The invention relates to a technique for the wet cleaning of gases from particles suspended in them and can be used in the chemical, pharmaceutical and food industries, primarily to trap highly dispersed, poorly wettable dusts with a high flotation coefficient. The aim of the invention is to increase the degree of gas cleaning from poorly wettable highly dispersed dusts. For this, in a scrubber containing a housing, a gas inlet nozzle 3 communicated with a duct 4 made with a confuser 5, a neck 6, a diffuser 7, a neck 6 are made with a cross-sectional area equal to 1:10 - 15 of the gas inlet nozzle 3. Box 4 is made with slotted gaps 9, the axes of which are oriented at an angle α equal to 12-20 ° to the vertical axis.

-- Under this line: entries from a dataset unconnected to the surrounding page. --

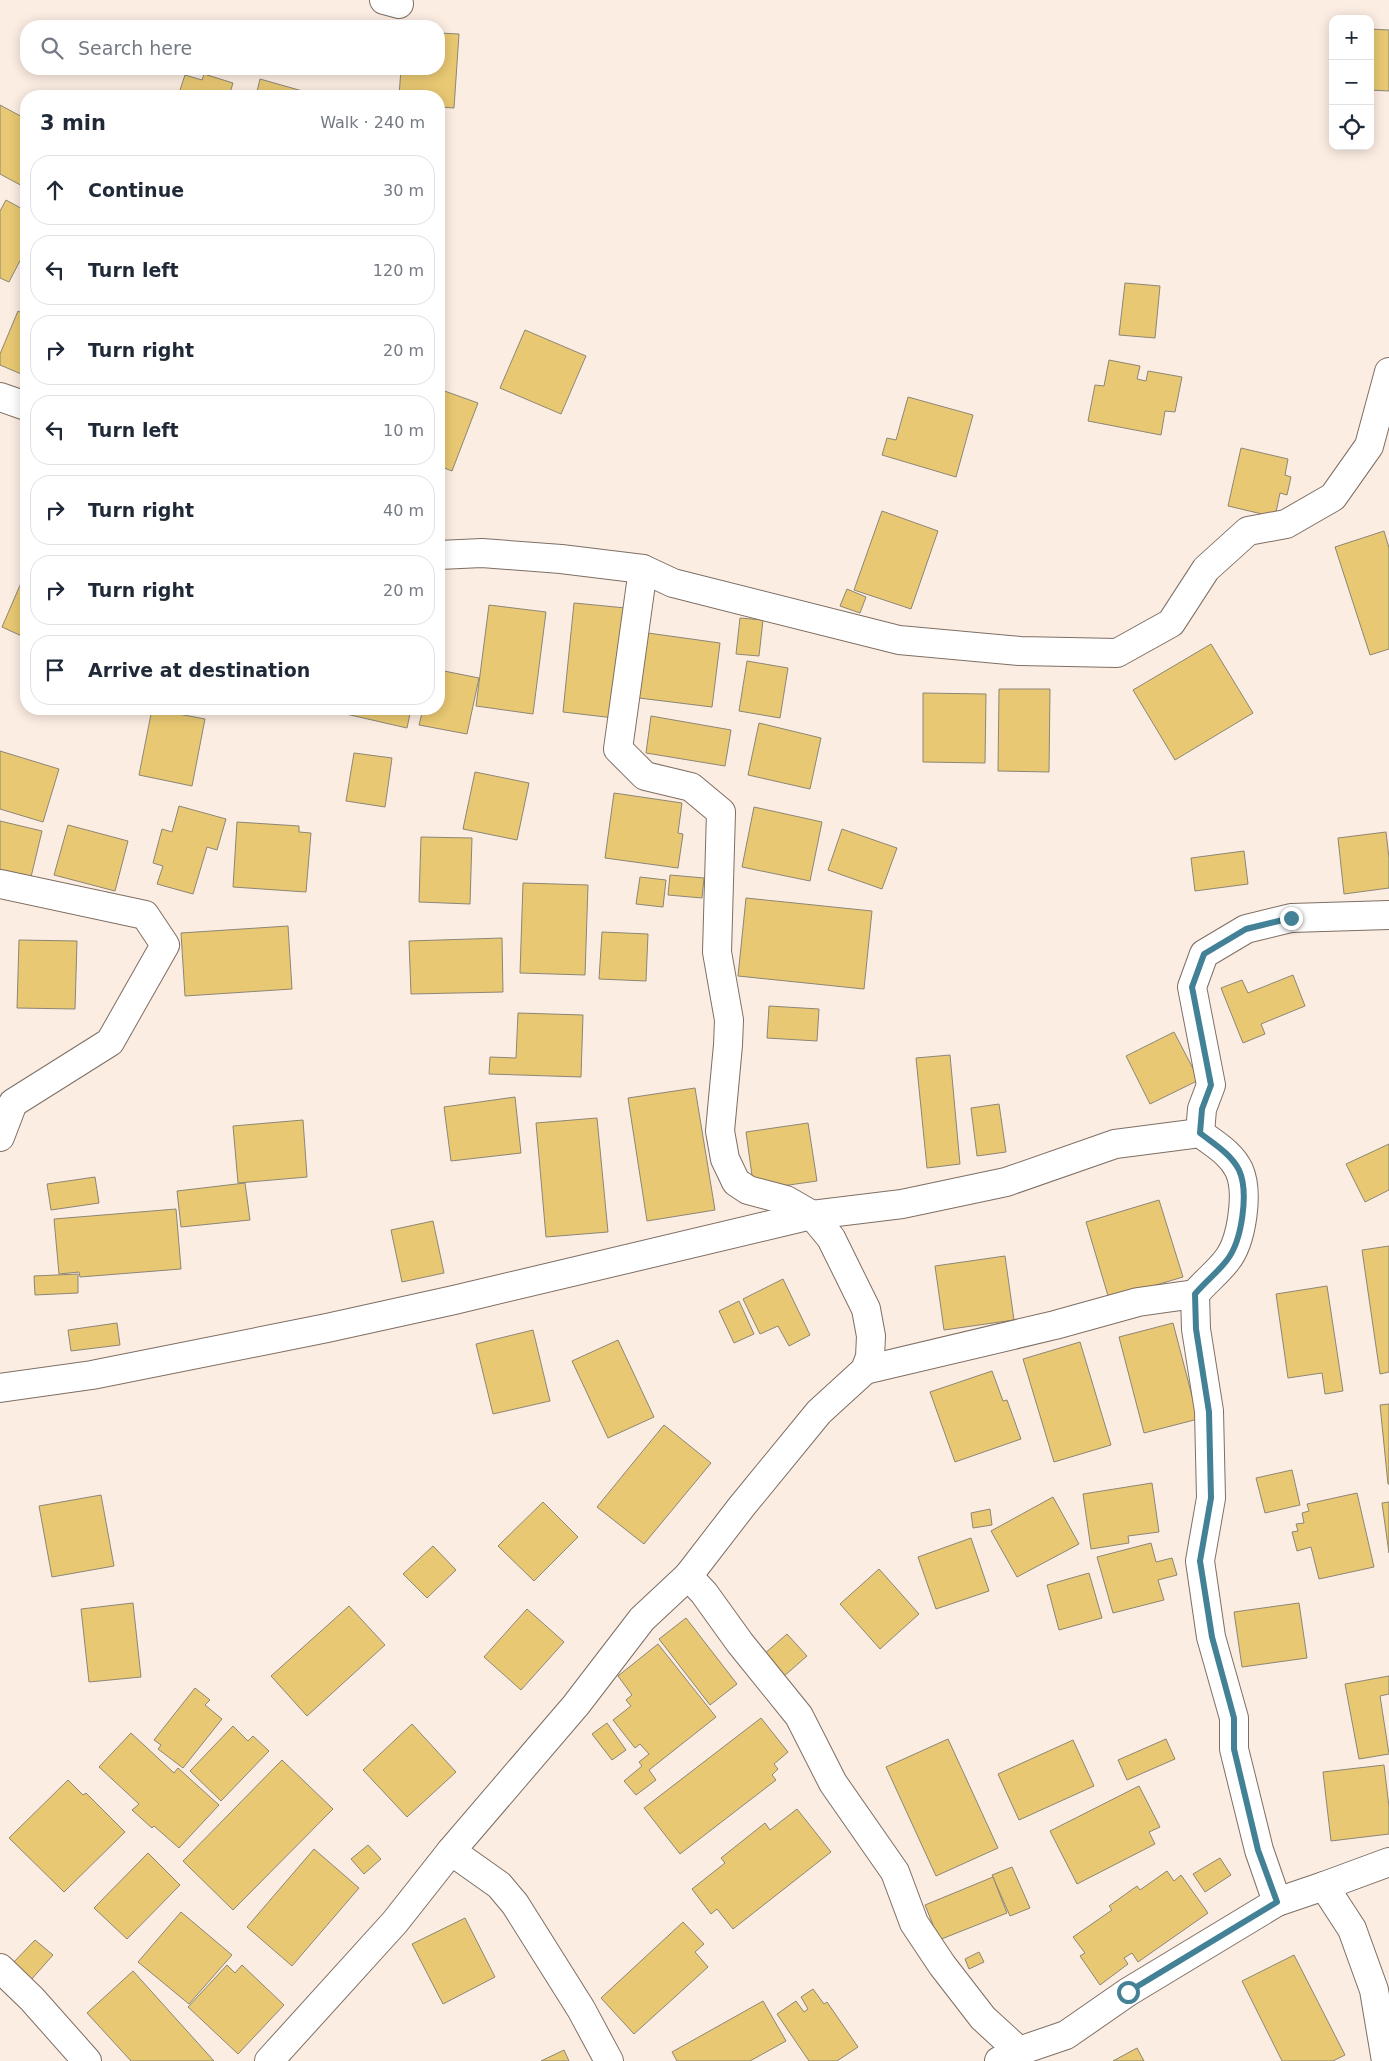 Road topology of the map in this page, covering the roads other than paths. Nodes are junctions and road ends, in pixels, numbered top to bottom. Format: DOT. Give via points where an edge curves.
graph roads {
  1 [pos="1389,372"];
  2 [pos="0,397"];
  3 [pos="20,404"];
  4 [pos="445,555"];
  5 [pos="643,569"];
  6 [pos="0,884"];
  7 [pos="1389,915"];
  8 [pos="1200,1133"];
  9 [pos="0,1137"];
  10 [pos="812,1215"];
  11 [pos="1195,1294"];
  12 [pos="865,1370"];
  13 [pos="0,1388"];
  14 [pos="688,1576"];
  15 [pos="451,1851"];
  16 [pos="1389,1862"];
  17 [pos="1324,1886"];
  18 [pos="1277,1902"];
  19 [pos="0,1968"];
  20 [pos="1009,2056"];
  21 [pos="87,2061"];
  22 [pos="269,2061"];
  23 [pos="609,2061"];
  24 [pos="1386,2061"];
  1 -- 5 [label="street" via="1369,446 1333,497 1286,524 1248,531 1206,569 1171,623 1116,653 1020,652 898,640 673,583"];
  2 -- 3 [label="street"];
  4 -- 5 [label="street" via="562,559"];
  5 -- 10 [label="street" via="618,749 645,776 691,787 721,812 717,952 728,1020 720,1131 725,1159 736,1182 748,1190 786,1200"];
  6 -- 9 [label="street" via="145,914 165,945 110,1042 13,1103"];
  7 -- 8 [label="street" via="1291,918 1246,929 1204,954 1192,987 1211,1085 1202,1109"];
  8 -- 10 [label="street" via="1115,1144 1006,1182 902,1204"];
  8 -- 11 [label="street" via="1228,1155 1244,1184 1240,1231 1228,1260"];
  10 -- 12 [label="street" via="831,1238 866,1309 871,1336 870,1357"];
  10 -- 13 [label="street" via="318,1330 92,1375"];
  11 -- 12 [label="street" via="1138,1302 1055,1326"];
  11 -- 18 [label="street" via="1196,1329 1209,1412 1211,1498 1200,1561 1212,1637 1234,1718 1234,1749 1258,1850"];
  12 -- 14 [label="street" via="820,1412"];
  14 -- 15 [label="street" via="642,1619 576,1705"];
  14 -- 20 [label="street" via="799,1716 833,1783 895,1872 914,1923"];
  15 -- 22 [label="street" via="395,1922"];
  15 -- 23 [label="street" via="499,1885 515,1904 581,2009"];
  16 -- 17 [label="street"];
  17 -- 18 [label="street"];
  17 -- 24 [label="street" via="1352,1929 1374,1990"];
  18 -- 20 [label="street" via="1128,1992 1066,2035"];
  19 -- 21 [label="street"];
} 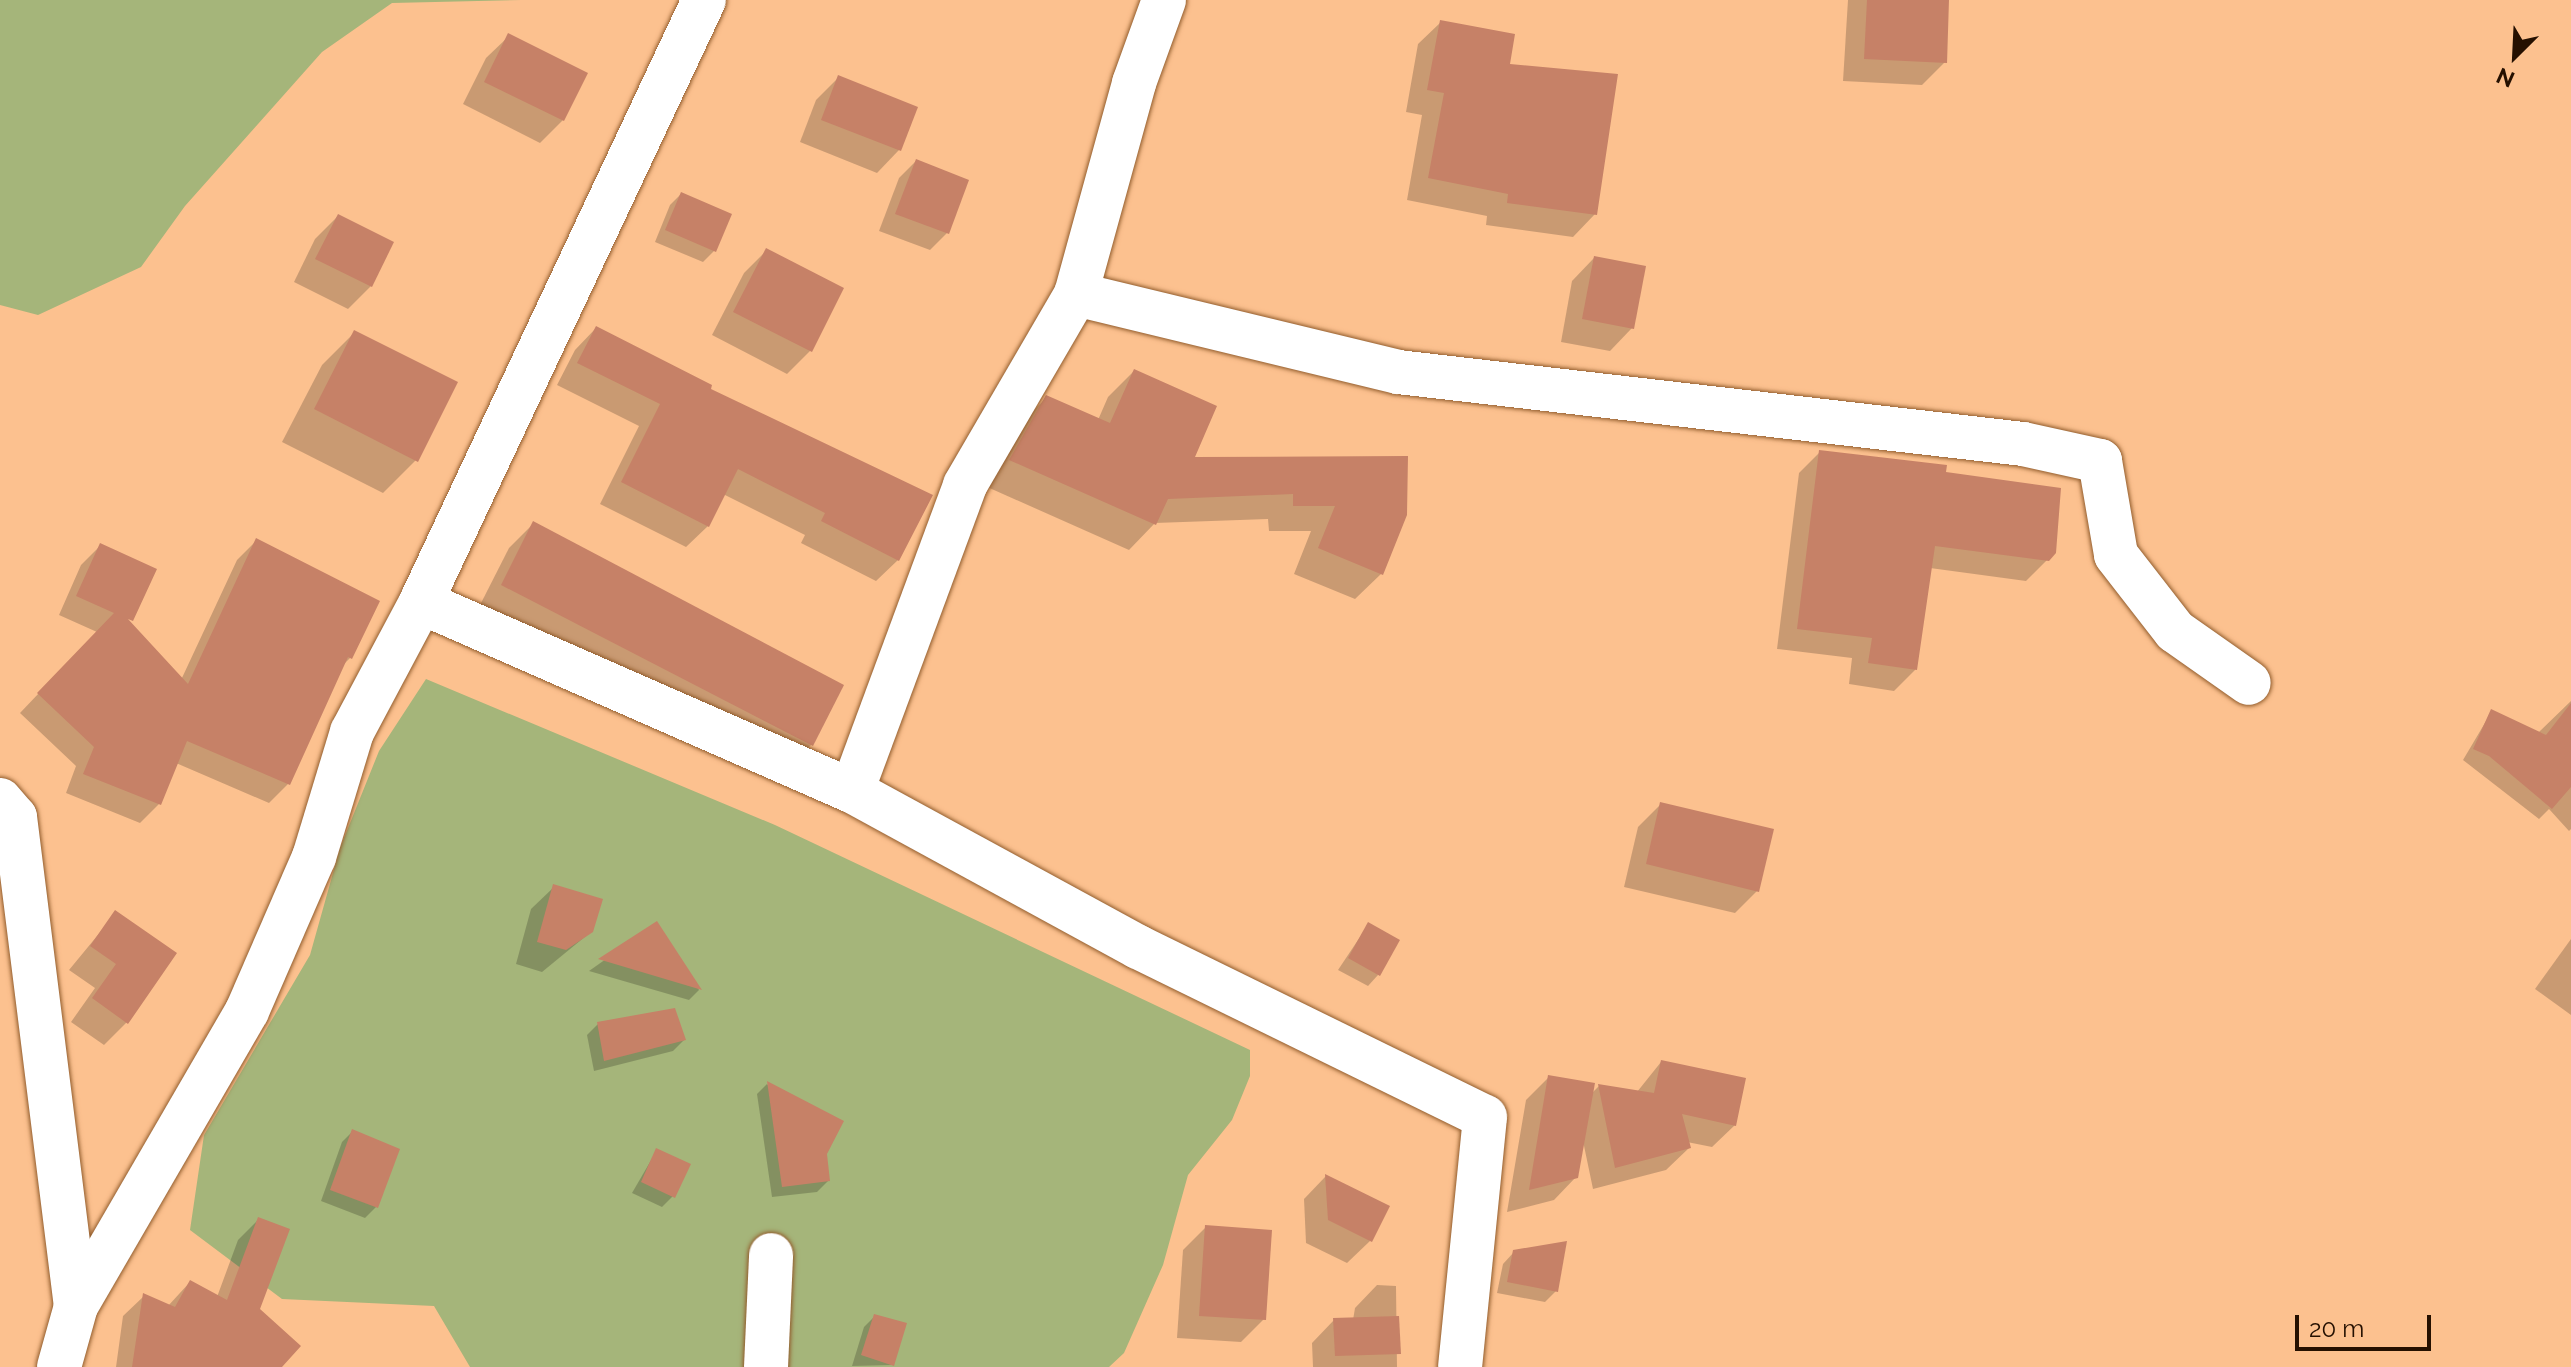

Bubble plates 10 are equipped with overflow devices 11 located on the side of the body and stabilizers of the foam layer 13 in the form of honeycomb lattices of vertical plates, the height of which decreases evenly from the body to the duct 4, while the angle β between the upper plane of the plate 10 is 15-30 ° The housing also has fittings 15 for removing foam, located at a distance of 1.5-2.0 heights of the overflow device. 3 ill., 1 tab.

Description

The invention relates to a technique for the wet cleaning of gases from particles suspended in them and can be used in the chemical, pharmaceutical and food industries, primarily for trapping highly dispersed, poorly wettable dusts with a high flotation coefficient.

The aim of the invention is to increase the degree of gas purification from poorly wettable highly dispersed dusts.

FIG. 1 shows the scrubber, general view, section; in fig. 2 shows section A-A in FIG. one; in fig. 3 - foam stabilizer.

The scrubber includes a housing 1, a hopper 2 for deposition of sludge, a nozzle 3 for introducing dusty gas, communicated with a duct 4 made with a confuser 5, a neck 6, a diffuser 7, an irrigator 8 located in the duct 4. The neck 6 is made with a cross-sectional area equal to 1 : 10-15 cross-sectional area of the gas inlet nozzle 3. Box 4 is made with slotted gaps 9, the axes of which are oriented at an angle a equal to 12-20 ° to the vertical axis. Bubble plates 10 with overflow devices 11 located on the side of case 1 are placed between case 1 and duct 4 and equipped with sprinklers 12. On plates 10 there are foam stabilizers 13 in the form of honeycomb lattices of vertical plates 14, the height of which evenly decreases from case 1 to the duct 4. with this, the angle / between the top plane of the stabilizers and the plane of the plates is 15-30 °, and the equivalent cell diameter of the stabilizers is 1: 10-20 of the height of the foam layer.

The housing 1 is also provided with fittings 15 for removing foam located at a distance of 1.5-2.0 heights of the overflow device 11. The fitting 16 is provided for the output of the cleaned gas in the housing.

Scrubber works as follows.

The gas containing highly dispersed, poorly wettable dust flows through the gas inlet port 3 into the rectangular duct 4, where it is irrigated with liquid entering through the irrigator 8. The passage through the confuser 5, the throat 6 and the diffuser 7, the gas-liquid flow gains high speed, resulting in intensive wetting of the surface of the particles

and coaguli. The ratio of the cross-sectional area of the neck and the duct should be 1: 10-15, since it is precisely at these ratios that the most intensive mode of wetting is provided. With respect

the throat and duct sections are less than 1:10 and the relative speeds of movement of fine dust particles and liquid droplets are insufficient and a considerable part of the particles remain unwetted. With an area ratio of more than 1:15, the hydraulic resistance of the scrubber increases dramatically and the energy consumption increases. Next, the gas-liquid stream enters the gap gaps 9 and hits the free surface of the liquid, as a result of a sudden change in the direction of flow of the particles the particles are separated from the gas and absorbed by the liquid. Slotted gaps 9 should be located at an angle

Of 12-20 ° to the vertical axis, since it is precisely this range that provides a good degree of absorption of particles by the liquid and the appearance of a wave that overwhelms the bubble plate 10.

In the event that the angle between the slit gaps and the vertical axis is less than 12 °, then a stable wave will not occur, and the liquid level on the pressure plate will either not be significant or

absent altogether, which leads to the absence of a foam layer and the passage of the finest dust fractions through a scrubber. At an angle of more than 20 °, the hydrodynamic structure of the fluid movement in the scrubber is disturbed.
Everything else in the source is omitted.